Although few job seekers return to work as a self-employed person, there is a body of evidence that shows that those who become self-employed can be successful. The accumulated evidence suggests that well-targeted programmes with considerable training content have the potential to improve the labour market outcomes of those targeted, including by moving some back into working as an employee. There is some evidence showing that these types of schemes are more effective during economic downturns, supporting the decision of governments to increase support for business creation among job seekers during the economic recovery following the COVID-19 pandemic. Comparatively speaking, business start-up supports can be more cost-effective than other labour market supports for the unemployed. However, a central question to gauge the effectiveness of schemes supporting business creation for job seekers is the relative “deadweight effects” and “displacement effects” of schemes. Evaluations have obtained wide-ranging estimates of deadweight, according to the country and the characteristics of the programme but indicate that deadweight costs might be substantial and policy evaluations should not only look at number of firms created as a measure of programme success. Displacement effects are much more seldom investigated in evaluations but needs to be considered, especially for large programmes and/or programmes that are maintained during periods of low unemployment rates.

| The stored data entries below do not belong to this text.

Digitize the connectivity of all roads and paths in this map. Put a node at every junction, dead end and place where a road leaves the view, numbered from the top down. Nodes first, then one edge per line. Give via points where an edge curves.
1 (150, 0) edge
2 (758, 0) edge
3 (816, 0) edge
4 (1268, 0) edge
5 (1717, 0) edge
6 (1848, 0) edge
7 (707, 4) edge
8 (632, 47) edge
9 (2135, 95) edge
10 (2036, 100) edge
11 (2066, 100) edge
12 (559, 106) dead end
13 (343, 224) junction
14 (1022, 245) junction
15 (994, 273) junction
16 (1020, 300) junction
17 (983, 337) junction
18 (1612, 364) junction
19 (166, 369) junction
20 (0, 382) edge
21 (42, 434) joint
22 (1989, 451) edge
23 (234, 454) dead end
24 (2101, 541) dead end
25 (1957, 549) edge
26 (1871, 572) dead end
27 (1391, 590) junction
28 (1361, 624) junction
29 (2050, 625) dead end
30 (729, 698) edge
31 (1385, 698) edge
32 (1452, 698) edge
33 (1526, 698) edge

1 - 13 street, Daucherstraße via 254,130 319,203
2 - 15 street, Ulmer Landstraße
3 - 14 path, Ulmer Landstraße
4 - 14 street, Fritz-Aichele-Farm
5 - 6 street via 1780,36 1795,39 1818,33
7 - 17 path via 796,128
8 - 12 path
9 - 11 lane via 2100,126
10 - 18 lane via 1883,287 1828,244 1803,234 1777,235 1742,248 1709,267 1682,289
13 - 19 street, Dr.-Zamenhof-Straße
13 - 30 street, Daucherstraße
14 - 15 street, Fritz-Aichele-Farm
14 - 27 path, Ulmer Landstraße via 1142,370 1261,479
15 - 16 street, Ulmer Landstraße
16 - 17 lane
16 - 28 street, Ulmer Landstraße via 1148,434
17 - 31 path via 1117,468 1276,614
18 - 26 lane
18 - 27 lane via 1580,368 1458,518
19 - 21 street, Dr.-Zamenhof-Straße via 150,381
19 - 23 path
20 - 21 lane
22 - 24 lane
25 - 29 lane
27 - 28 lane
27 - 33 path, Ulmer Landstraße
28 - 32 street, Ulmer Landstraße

Moreover, entrepreneurship programmes for job seekers can have broader benefits such as supporting the acquisition of skills and experience, as well as expanding professional networks. These can all increase the employability of people and can help them move back into work, which is the primary policy objective. Moreover, some studies show that even when those who moved into self-employment go on to find employment, they are better off than those who went straight from unemployment into employment.

The data in this chapter suggest several lessons for policy makers designing self-employment supports for job seekers. First, unemployed people with shorter durations of unemployment appear more interested in becoming self-employed so governments should seek to move these people into support programmes quickly while they are motivated. Second, there is a gender gap among job seekers who are interested in self-employment. This suggests that greater attention is needed to gender issues when designing support measures. Overall, entrepreneurship support schemes for women tend to be more successful at attracting participants when they are women-only. Therefore, this could be considered also among job seekers when there is sufficient demand for schemes. Priority actions for governments in strengthening business creation support for the unemployed include:

  • Use of strong selection criteria to target support on those with high motivation levels and a reasonable chance of success; and

  • Scale-up support during times of rapidly increasingly unemployment.

Additional examples of recent policy actions to support the unemployed in business creation – particularly in the COVID-19 context – are contained in the country profiles in Part III of this report.